Paying Homage to King James V at Stirling Castle, Scotland

It’s the color that strikes us at first. How could sixteenth century Scotland be so full of color? Even on this dull, rainy day (dreich as the Scots call it) the outside of the Great Hall of Stirling Castle is a luminous cream. One of the many guides explains that it was painted thus so that it could be seen for miles across the plain beneath the castle.

And as for the inside of the castle, especially the king and queen’s lodgings – wow! is the only word for it. Reds, yellows, gold, blues and the royal purple are everywhere. This is indeed a castle fit for a king.

The Royal Coat of Arms (photo credit: Ann Burnett c2013)

The Royal Coat of Arms (photo credit: Ann Burnett c2013)

In Your Bucket Because…

  • You learn surprising things about life in 16th century Scotland.
  • You appreciate the skills of the craftsmen working then.
  • It’s better than Edinburgh Castle!
  • Good for; history buffs, families, all tourists

Stirling Castle’s History

There has been a fortification of some kind on the site for more than 3000 years. The rock on which Stirling Castle stands controls the routes between the Highlands and Lowlands and further south into England, as well as the roads crossing from east to west. It’s an important crossroads and it was said that whoever holds Stirling Castle, rules Scotland.

Two of the most important battles in Scottish history were fought here. In 1297, William Wallace (Braveheart) defeated the English at the battle of Stirling Bridge and in 1314, Robert the Bruce led the Scots against the English at Bannockburn and routed them.

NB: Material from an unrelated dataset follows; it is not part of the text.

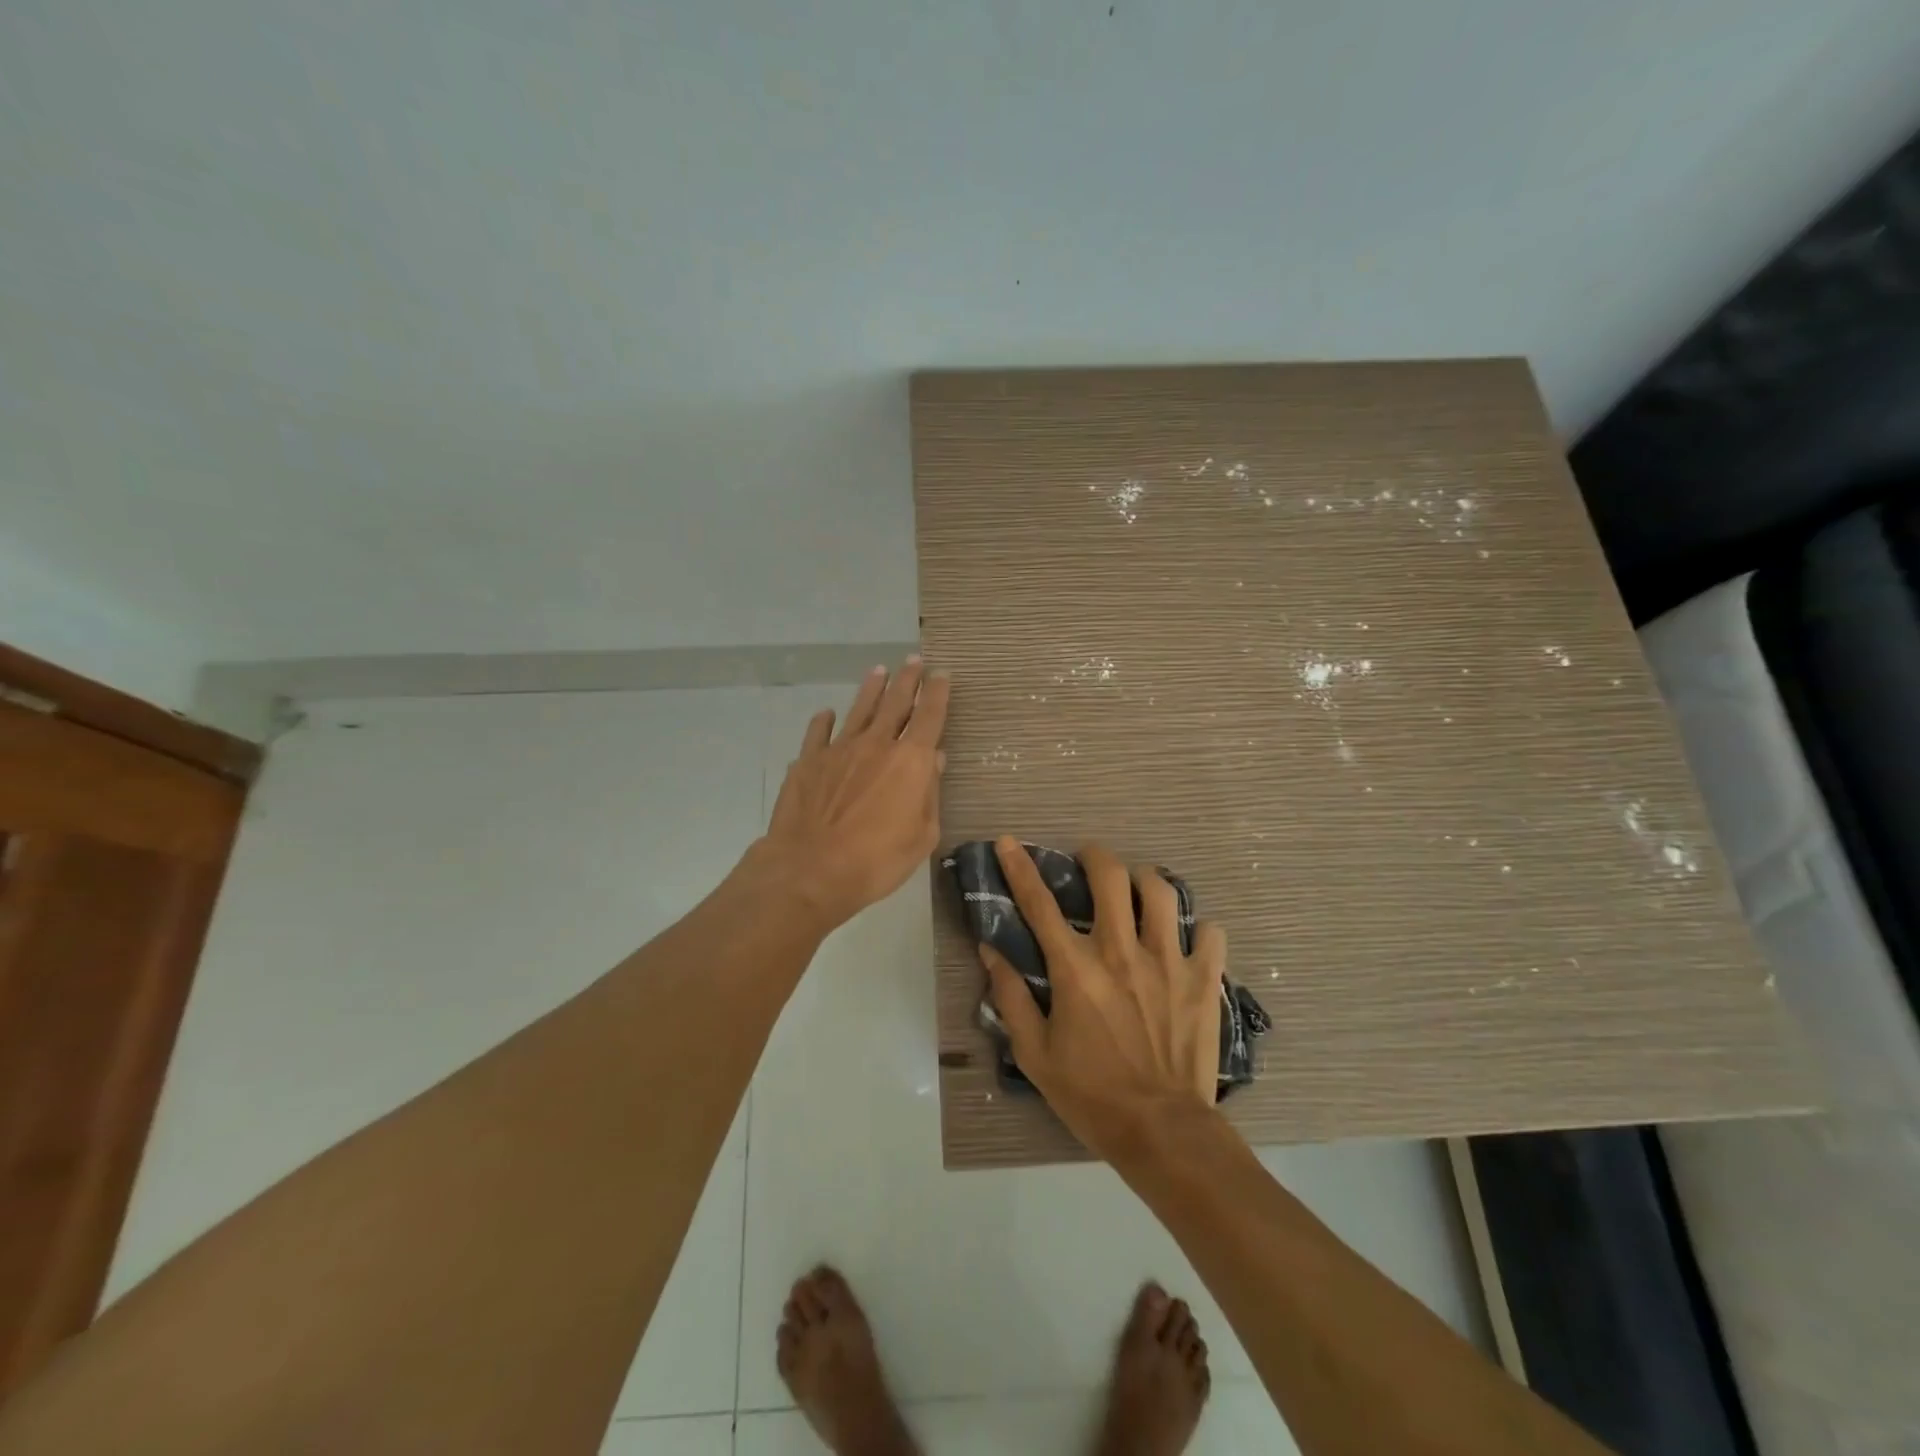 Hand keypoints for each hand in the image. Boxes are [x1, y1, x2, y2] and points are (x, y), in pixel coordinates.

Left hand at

But it wasn’t until the sixteenth century that King James IV carried out building work to transform the castle into a palace fit for kings, work which was continued by his son, James V. He wanted to impress his second wife, the French princess Mary of Guise and he used her dowry to decorate the palace in the Renaissance style. It is this which has been recreated for today.

The King and Queen’s Palace

The Ceiling Rondels in the King's Lodgings (photo credit: Ann Burnett c2013)

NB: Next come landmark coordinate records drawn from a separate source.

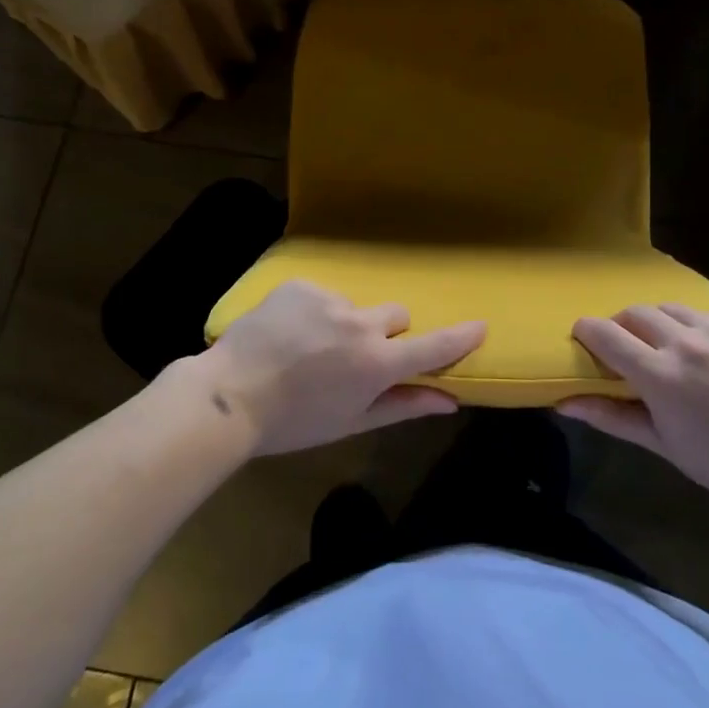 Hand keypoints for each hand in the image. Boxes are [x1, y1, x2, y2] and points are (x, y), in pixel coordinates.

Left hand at [177, 282, 484, 455]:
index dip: (460, 337)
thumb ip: (403, 405)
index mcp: (376, 363)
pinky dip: (313, 311)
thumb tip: (450, 401)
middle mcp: (360, 323)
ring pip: (355, 305)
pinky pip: (322, 295)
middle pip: (395, 316)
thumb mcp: (351, 422)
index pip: (432, 346)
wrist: (228, 396)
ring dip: (344, 323)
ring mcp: (329, 299)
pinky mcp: (301, 285)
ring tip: (307, 349)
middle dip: (385, 334)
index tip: (480, 326)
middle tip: (353, 360)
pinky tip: (287, 333)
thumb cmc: (294, 422)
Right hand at [561, 304, 708, 510]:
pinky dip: (698, 329)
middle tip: (629, 348)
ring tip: (670, 347)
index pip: (605, 333)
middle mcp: (686, 342)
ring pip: (671, 308)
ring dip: (659, 323)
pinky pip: (708, 314)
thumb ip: (611, 416)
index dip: (587, 331)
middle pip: (635, 312)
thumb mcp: (661, 442)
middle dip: (622, 326)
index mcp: (660, 375)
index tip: (584, 339)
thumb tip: (563, 404)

The Ceiling Rondels in the King’s Lodgings (photo credit: Ann Burnett c2013)

We visit first the King’s Lodgings in the palace and strain our necks to stare at the Stirling Heads on the ceiling. These colorful roundels are replicas, painstakingly carved and painted as the originals would have been. They are not merely for decoration. They serve to remind visitors to James’ court of his royal lineage and the Stewart line of succession, as well as his claim to the English throne. His mother, Margaret Tudor, was the sister of Henry VIII. But the roundels also include carvings of Julius Caesar, Hercules, and a court jester.

This room remains largely unfurnished as it would have been after the king’s death in 1542, six days after his daughter and heir, Mary Queen of Scots, was born.

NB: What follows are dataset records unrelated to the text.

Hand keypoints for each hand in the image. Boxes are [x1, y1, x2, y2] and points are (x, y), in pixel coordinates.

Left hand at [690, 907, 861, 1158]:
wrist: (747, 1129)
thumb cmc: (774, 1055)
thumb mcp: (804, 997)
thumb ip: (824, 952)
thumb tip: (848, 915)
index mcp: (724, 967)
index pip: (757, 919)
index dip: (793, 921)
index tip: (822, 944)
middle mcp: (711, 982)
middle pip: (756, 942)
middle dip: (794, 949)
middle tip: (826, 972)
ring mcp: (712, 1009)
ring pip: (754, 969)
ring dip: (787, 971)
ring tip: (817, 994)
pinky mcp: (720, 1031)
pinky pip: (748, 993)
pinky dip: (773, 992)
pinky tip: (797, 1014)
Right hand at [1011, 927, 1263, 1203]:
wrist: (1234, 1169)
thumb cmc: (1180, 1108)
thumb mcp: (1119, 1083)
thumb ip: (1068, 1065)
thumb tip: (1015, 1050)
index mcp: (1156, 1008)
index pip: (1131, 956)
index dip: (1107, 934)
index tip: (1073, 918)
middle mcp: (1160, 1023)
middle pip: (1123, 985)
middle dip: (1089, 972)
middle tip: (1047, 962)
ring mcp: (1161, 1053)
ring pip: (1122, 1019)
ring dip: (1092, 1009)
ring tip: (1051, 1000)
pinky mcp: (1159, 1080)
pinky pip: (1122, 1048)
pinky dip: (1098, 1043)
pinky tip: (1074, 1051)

The Queen's lady in Waiting (photo credit: Ann Burnett c 2013)

The Queen’s Lady in Waiting (photo credit: Ann Burnett c 2013)

By contrast, Mary of Guise’s Lodgings are sumptuously furnished and decorated. One of her ladies-in-waiting is there to tell us more about this powerful woman who acted as regent until her death in 1560 when Mary Queen of Scots, aged 18, took the throne.

We dash across the rain streaked courtyard to that glowing Great Hall of James IV and hesitantly enter. At one end, two thrones sit on a dais with a huge fireplace behind to warm the royal personage on days such as these. The thrones are still in use, the guide there tells us. Queen Elizabeth II has visited and sat on them. We can’t resist doing the same!

Outside, on a clear day, the view would stretch in all directions but the rain continues so we limit ourselves to peering from under our umbrellas at the sculptures of Venus, Saturn, the devil and James V on the exterior walls.

The Castle in Later Years

When Mary Queen of Scots son, James VI, became king of England as well as Scotland in 1603, he left for London and only once returned to Scotland. No longer the home of kings, the castle became a barracks after the Jacobite risings of the eighteenth century and Bonnie Prince Charlie’s thwarted attempts to wrest the throne for himself. He failed to take Stirling Castle and, as the saying goes, failed to rule Scotland.

But thanks to the work of Historic Scotland, Stirling Castle has returned to the glory days of James V. On a dreich day such as this, the color and vibrancy of the castle and its people cheers us. And we are just as awestruck as many a sixteenth century visitor.


The roads up to the castle are narrow and parking is difficult. In the summer, there is a Park and Ride bus option. Allow plenty of time for your visit as there is so much to see. Audio guides are available and the guides themselves are in abundance and very knowledgeable, as are the people in 16th century costume.